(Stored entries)
:::

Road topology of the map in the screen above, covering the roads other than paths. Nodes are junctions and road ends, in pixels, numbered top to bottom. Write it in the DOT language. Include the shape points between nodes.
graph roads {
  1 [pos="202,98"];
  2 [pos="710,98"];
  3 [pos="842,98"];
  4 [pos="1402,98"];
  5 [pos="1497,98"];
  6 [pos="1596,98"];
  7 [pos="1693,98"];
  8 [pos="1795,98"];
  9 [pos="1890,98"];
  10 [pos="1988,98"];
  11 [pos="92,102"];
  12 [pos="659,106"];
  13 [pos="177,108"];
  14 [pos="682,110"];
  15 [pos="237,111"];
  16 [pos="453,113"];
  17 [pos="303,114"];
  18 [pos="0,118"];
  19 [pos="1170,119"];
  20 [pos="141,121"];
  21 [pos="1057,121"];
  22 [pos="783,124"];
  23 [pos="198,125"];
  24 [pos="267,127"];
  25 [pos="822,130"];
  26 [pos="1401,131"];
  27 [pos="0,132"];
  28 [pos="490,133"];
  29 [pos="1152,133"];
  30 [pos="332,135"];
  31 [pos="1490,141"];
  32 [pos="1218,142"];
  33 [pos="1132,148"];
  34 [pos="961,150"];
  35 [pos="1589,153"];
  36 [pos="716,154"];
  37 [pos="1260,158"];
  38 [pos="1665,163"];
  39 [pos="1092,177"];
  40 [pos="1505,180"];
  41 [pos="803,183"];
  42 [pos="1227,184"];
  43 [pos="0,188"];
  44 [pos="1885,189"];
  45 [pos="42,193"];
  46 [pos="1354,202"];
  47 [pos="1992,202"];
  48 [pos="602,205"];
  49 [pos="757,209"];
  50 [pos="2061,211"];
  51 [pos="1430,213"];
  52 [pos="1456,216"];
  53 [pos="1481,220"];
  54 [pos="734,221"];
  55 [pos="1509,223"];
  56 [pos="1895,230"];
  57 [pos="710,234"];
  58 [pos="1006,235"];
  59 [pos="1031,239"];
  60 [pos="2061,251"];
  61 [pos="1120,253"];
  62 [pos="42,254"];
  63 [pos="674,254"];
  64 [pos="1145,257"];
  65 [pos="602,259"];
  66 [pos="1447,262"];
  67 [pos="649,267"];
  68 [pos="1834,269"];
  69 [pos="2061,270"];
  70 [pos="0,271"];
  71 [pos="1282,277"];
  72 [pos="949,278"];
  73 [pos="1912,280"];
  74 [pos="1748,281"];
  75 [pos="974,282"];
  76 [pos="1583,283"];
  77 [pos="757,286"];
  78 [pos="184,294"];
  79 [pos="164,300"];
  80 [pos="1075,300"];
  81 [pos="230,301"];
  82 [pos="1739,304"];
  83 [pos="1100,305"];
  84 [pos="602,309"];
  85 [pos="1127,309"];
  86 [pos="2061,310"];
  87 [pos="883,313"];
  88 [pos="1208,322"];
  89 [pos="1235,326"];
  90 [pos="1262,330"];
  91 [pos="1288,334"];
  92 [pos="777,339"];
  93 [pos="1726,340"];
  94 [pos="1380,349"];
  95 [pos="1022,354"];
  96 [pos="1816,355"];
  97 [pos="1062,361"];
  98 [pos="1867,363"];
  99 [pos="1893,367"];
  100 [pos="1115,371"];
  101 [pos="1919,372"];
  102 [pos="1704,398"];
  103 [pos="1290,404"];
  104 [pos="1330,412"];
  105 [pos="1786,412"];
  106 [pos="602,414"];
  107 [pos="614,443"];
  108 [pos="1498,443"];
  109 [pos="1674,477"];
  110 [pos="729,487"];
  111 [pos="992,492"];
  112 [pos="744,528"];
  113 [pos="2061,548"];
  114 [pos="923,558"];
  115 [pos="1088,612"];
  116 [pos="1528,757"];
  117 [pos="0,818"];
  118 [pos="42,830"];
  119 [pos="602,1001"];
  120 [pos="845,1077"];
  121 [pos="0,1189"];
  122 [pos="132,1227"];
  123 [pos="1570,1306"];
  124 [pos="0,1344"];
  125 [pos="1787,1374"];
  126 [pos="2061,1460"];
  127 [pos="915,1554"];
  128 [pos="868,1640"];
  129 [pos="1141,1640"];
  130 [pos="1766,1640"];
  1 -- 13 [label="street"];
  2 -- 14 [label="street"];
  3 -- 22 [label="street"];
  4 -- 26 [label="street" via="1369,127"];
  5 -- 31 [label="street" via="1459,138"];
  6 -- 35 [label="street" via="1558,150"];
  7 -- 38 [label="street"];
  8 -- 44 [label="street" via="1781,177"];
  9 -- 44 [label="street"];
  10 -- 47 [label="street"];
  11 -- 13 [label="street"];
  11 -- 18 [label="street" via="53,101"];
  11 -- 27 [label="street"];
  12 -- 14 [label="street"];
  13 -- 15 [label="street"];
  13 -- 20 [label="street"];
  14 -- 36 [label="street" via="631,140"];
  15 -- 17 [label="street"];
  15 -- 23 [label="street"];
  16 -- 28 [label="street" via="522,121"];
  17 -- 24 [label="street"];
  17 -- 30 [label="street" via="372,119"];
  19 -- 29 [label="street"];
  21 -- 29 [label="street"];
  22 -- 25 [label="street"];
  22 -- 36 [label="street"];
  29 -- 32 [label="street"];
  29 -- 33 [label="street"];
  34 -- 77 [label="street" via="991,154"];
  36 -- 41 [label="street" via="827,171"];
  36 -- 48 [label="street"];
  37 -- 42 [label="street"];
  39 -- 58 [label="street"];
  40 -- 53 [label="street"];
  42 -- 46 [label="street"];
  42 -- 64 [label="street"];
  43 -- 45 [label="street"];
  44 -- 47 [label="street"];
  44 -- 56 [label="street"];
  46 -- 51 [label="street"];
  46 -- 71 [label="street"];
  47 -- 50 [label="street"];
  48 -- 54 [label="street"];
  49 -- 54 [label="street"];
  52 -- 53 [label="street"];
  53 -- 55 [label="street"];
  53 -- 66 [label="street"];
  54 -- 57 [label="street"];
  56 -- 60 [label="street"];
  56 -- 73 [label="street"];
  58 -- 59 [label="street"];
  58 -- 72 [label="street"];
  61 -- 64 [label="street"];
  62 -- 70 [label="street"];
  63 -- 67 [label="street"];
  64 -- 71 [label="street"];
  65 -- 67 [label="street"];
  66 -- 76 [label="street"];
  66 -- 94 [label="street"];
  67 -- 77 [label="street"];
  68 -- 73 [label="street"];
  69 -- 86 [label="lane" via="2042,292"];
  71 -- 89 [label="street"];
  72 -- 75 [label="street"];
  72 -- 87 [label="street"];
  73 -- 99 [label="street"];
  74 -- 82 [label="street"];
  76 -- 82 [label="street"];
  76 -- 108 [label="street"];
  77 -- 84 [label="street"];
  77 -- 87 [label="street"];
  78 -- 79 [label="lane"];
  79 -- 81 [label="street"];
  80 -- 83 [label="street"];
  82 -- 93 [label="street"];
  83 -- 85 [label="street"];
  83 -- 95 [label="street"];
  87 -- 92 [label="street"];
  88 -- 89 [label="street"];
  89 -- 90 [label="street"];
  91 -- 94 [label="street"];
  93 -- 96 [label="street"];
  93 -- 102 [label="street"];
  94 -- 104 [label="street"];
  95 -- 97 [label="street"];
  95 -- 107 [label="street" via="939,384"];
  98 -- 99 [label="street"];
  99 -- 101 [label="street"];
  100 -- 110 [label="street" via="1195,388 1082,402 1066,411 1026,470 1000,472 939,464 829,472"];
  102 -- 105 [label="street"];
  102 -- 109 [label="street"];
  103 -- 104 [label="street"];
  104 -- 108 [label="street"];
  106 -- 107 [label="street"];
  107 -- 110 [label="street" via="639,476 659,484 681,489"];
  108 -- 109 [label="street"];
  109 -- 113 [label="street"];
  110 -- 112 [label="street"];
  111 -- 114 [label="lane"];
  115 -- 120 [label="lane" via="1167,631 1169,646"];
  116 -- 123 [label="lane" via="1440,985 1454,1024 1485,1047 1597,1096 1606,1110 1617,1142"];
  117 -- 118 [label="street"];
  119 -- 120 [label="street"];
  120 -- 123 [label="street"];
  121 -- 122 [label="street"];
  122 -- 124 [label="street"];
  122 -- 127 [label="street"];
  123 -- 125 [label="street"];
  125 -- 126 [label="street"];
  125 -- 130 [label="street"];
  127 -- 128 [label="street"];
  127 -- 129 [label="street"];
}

:::

WHAT THE EXERCISE ASKS ->
Find and copy every line in the entries above where the string "lane" occurs.

EXERCISE SOLUTION ->
  69 -- 86 [label="lane" via="2042,292"];
  78 -- 79 [label="lane"];
  111 -- 114 [label="lane"];
  115 -- 120 [label="lane" via="1167,631 1169,646"];
  116 -- 123 [label="lane" via="1440,985 1454,1024 1485,1047 1597,1096 1606,1110 1617,1142"];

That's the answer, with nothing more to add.